Manning's case has made relevant not only Julian Assange and WikiLeaks, but modern warfare, tolerance, punishment, and generation-defining challenges to the First and Fourth Amendments. Practically speaking, the value of the information Manning allegedly liberated pales in comparison to what his case represents. Yet from mainstream media to Occupy Wall Street, Manning has remained a relative blind spot in American culture. Perhaps for these reasons, or perhaps those all his own, Cass McCombs wrote a song about Manning earlier this year.

"I think that he's a really fascinating person," McCombs said by phone. "He struck me as the kind of character that you might hear of in an old gunfighter ballad or something like that. He's a real scapegoat. And it says more about us who carry out this [inaudible] criminal justice system than it does about him, really."

Unlike McCombs' more pensive and lilting, yet austere and transcendent folk echoes, "Bradley Manning" sears and illuminates with the likes of Bob Dylan's "Hurricane" and Neil Young's "Ohio." In "Manning," McCombs peeks at a life of modern disconnection, grasping at straws in a systematically sanctioned hopelessness.
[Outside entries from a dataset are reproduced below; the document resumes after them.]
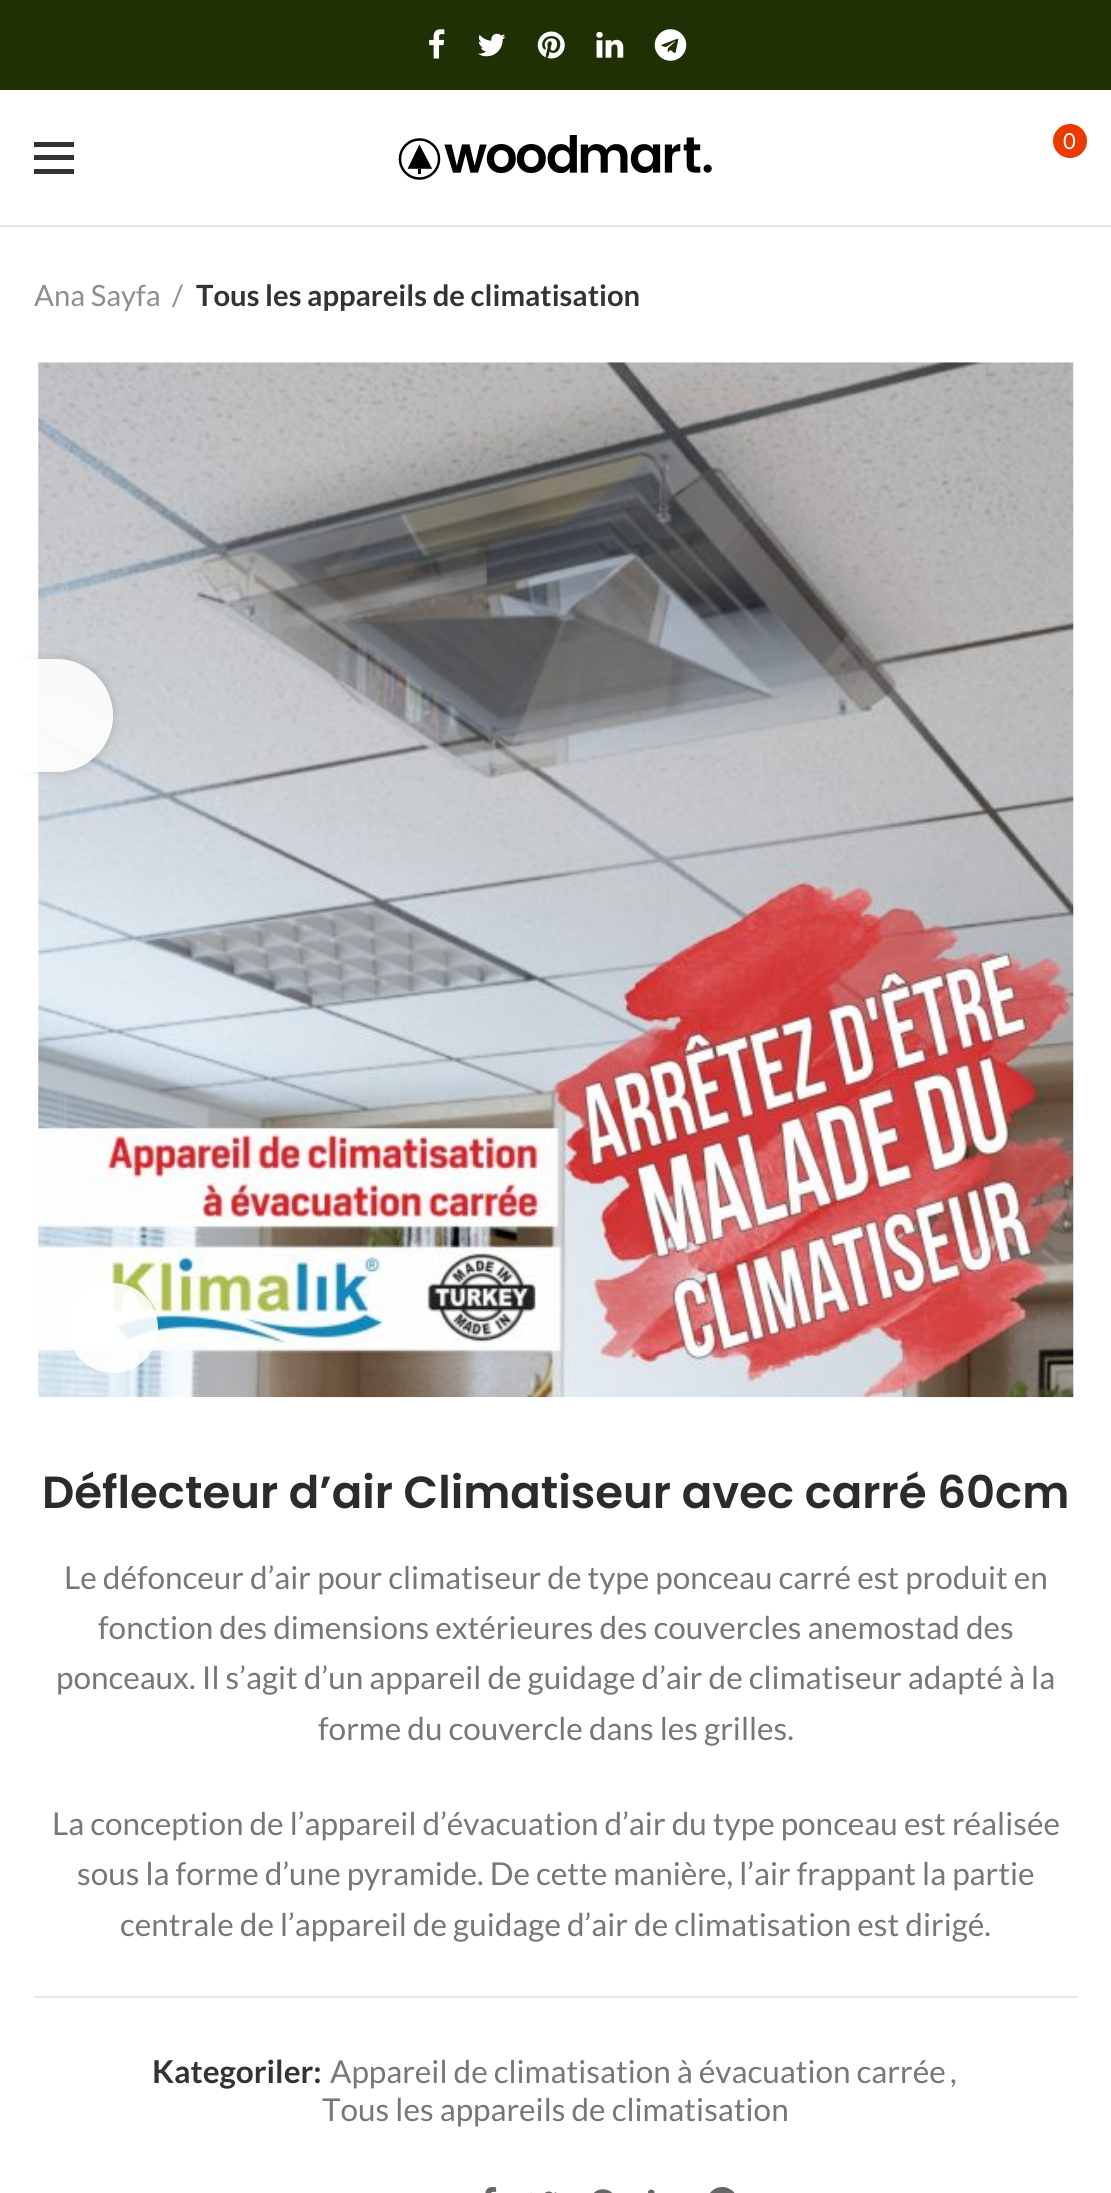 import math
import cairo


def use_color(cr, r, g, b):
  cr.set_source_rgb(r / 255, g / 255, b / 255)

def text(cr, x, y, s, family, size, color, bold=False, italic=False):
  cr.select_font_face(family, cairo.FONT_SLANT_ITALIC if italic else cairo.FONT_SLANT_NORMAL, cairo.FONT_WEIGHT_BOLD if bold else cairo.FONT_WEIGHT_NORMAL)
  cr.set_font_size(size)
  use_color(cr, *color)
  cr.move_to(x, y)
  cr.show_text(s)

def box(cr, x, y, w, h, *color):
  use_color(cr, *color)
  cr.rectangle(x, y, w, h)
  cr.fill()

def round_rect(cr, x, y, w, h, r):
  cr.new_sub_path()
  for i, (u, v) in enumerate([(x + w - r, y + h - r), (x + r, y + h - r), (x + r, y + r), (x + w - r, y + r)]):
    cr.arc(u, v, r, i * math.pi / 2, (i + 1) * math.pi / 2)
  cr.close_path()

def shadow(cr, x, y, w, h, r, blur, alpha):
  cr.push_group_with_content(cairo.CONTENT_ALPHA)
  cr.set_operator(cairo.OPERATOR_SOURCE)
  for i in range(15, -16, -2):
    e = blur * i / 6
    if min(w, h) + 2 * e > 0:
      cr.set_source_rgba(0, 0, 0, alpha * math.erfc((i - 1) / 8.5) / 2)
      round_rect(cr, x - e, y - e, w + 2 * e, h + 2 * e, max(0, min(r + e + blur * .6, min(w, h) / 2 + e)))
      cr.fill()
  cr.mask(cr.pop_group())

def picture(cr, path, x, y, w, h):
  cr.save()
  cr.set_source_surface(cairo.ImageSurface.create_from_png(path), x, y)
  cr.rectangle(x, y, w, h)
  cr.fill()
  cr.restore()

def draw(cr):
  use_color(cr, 255, 255, 255)
  cr.paint()
  box(cr, 0, 0, 1111, 90, 30, 48, 4)
  picture(cr, "img_01.png", 429, 29, 16, 30)
  picture(cr, "img_02.png", 478, 33, 28, 24)
  picture(cr, "img_03.png", 537, 31, 28, 28)
  picture(cr, "img_04.png", 596, 31, 28, 27)
  picture(cr, "img_05.png", 654, 29, 33, 32)
  box(cr, 0, 225, 1111, 2, 230, 230, 230)
  box(cr, 34, 155, 40, 5, 51, 51, 51)
  box(cr, 34, 142, 40, 5, 51, 51, 51)
  box(cr, 34, 169, 40, 5, 51, 51, 51)
  picture(cr, "img_06.png", 398, 135, 314, 45)
  use_color(cr, 234, 58, 0)
  cr.arc(1070, 141, 17, 0, 2 * math.pi)
  cr.fill()
  picture(cr, "img_07.png", 38, 362, 1036, 1036)
  cr.set_source_rgba(1, 1, 1, 0.9)
  cr.arc(113, 1328, 45, 0, 2 * math.pi)
  cr.fill()
  box(cr, 34, 1996, 1044, 2, 230, 230, 230)
  picture(cr, "img_08.png", 485, 2187, 12, 6)
  picture(cr, "img_09.png", 531, 2191, 26, 2)
  picture(cr, "img_10.png", 594, 2189, 19, 4)
  picture(cr, "img_11.png", 648, 2189, 7, 4)
  picture(cr, "img_12.png", 710, 2187, 25, 6)
  cr.save()
  cr.set_fill_rule(cairo.FILL_RULE_EVEN_ODD)
  cr.new_path()
  cr.move_to(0, 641)
  cr.line_to(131, 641)
  cr.line_to(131, 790)
  cr.line_to(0, 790)
  cr.close_path()
  cr.move_to(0, 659)
  cr.line_to(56.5, 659)
  cr.curve_to(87.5, 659, 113, 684.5, 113, 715.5)
  cr.curve_to(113, 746.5, 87.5, 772, 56.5, 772)
  cr.line_to(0, 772)
  cr.close_path()
  cr.clip()
  use_color(cr, 0, 0, 0)
  shadow(cr, 0, 659, 113, 113, 56.5, 5.5, 0.17)
  cr.restore()
  cr.set_source_rgba(1, 1, 1, 0.9)
  cr.new_path()
  cr.move_to(0, 659)
  cr.line_to(56.5, 659)
  cr.curve_to(87.5, 659, 113, 684.5, 113, 715.5)
  cr.curve_to(113, 746.5, 87.5, 772, 56.5, 772)
  cr.line_to(0, 772)
  cr.close_path()
  cr.fill()
  text(cr, 1063, 149, "0", "Lato", 22, (255, 255, 255))
  text(cr, 34, 306, "Ana Sayfa", "Lato", 29.25, (142, 142, 142))
  text(cr, 172, 306, "/", "Lato", 29.25, (142, 142, 142))
  text(cr, 196, 306, "Tous les appareils de climatisation", "Lato", 29.25, (51, 51, 51), bold=True)
  text(cr, 42, 1508, "Déflecteur d’air Climatiseur avec carré 60cm", "Poppins SemiBold", 45, (45, 42, 42))
  text(cr, 64, 1589, "Le défonceur d’air pour climatiseur de type ponceau carré est produit en", "Lato", 31.5, (119, 119, 119))
  text(cr, 98, 1639, "fonction des dimensions extérieures des couvercles anemostad des", "Lato", 31.5, (119, 119, 119))
  text(cr, 56, 1689, "ponceaux. Il s’agit d’un appareil de guidage d’air de climatiseur adapté à la", "Lato", 31.5, (119, 119, 119))
  text(cr, 318, 1740, "forme du couvercle dans les grilles.", "Lato", 31.5, (119, 119, 119))
  text(cr, 52, 1835, "La conception de l’appareil d’évacuation d’air du type ponceau est réalisée", "Lato", 31.5, (119, 119, 119))
  text(cr, 77, 1885, "sous la forme d’une pyramide. De cette manière, l’air frappant la partie", "Lato", 31.5, (119, 119, 119))
  text(cr, 120, 1936, "centrale de l’appareil de guidage d’air de climatisation est dirigé.", "Lato", 31.5, (119, 119, 119))
  text(cr, 152, 2083, "Kategoriler:", "Lato", 31.5, (51, 51, 51), bold=True)
  text(cr, 330, 2083, "Appareil de climatisation à évacuation carrée", "Lato", 31.5, (119, 119, 119))
  text(cr, 950, 2083, ",", "Lato", 31.5, (119, 119, 119))
  text(cr, 322, 2121, "Tous les appareils de climatisation", "Lato", 31.5, (119, 119, 119))


surface = cairo.ImageSurface(cairo.FORMAT_RGB24, 1111, 2193)
cr = cairo.Context(surface)
options = cairo.FontOptions()
options.set_hint_metrics(cairo.HINT_METRICS_OFF)
options.set_hint_style(cairo.HINT_STYLE_NONE)
cr.set_font_options(options)
cr.set_miter_limit(4)
draw(cr)
surface.write_to_png("out.png")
Full of indignation, McCombs sings, "Bradley carved, 'I want...' with a passion that's all too rare!"

McCombs and I spoke in the middle of his current US tour, and Manning was one of the few subjects that got him talking. Otherwise McCombs was clipped, obtuse, and almost combative. I've interviewed several other supposedly difficult or press-adverse artists (as well as US senators, presidential hopefuls, and professional athletes) and few were less amenable to the process. Quite simply, there were topics McCombs wouldn't shed light on.

So I will: McCombs' current band is tremendous. Ensemble players tether stunning chops. Tempos slow to time lapse, as each note grows round, ancient, tall. Then there is McCombs himself. With two arresting albums released this year and stunning songs like "Bradley Manning" appearing since, I suggested that he appears to be in the midst of an inspired, prolific period. Again, McCombs brushed the idea off. Same went for making records.

"I don't put a lot of effort into my recordings," he said, which explains the uneven production (but not the ever-present feeling) found particularly on the recently released Humor Risk. After another of many prolonged silences, as if creating space between himself and my question, McCombs proclaimed that recording songs no longer mattered. "No one buys records anymore," he explained. "The technology is completely outdated. It's going back to the instrument itself. And performance. Which is where it was for thousands of years." Never recording songs, he added, was a "testament." "I've been sitting on songs for, like, 10 years, you know? And I may never record them."

These were big, interesting ideas. Indeed, I got an honest feel for McCombs' music only after seeing him live. I wanted to explore, but little more was offered by him. If he didn't want to talk, I wondered, why did he take the interview? I wanted to push back, but ultimately wasn't willing to risk my relationship with his music. Perhaps he called my bluff. Or perhaps the answers don't matter.

Either way, in the end we'll likely know much less about McCombs than we do about Private Bradley Manning. Even if Manning never gets out.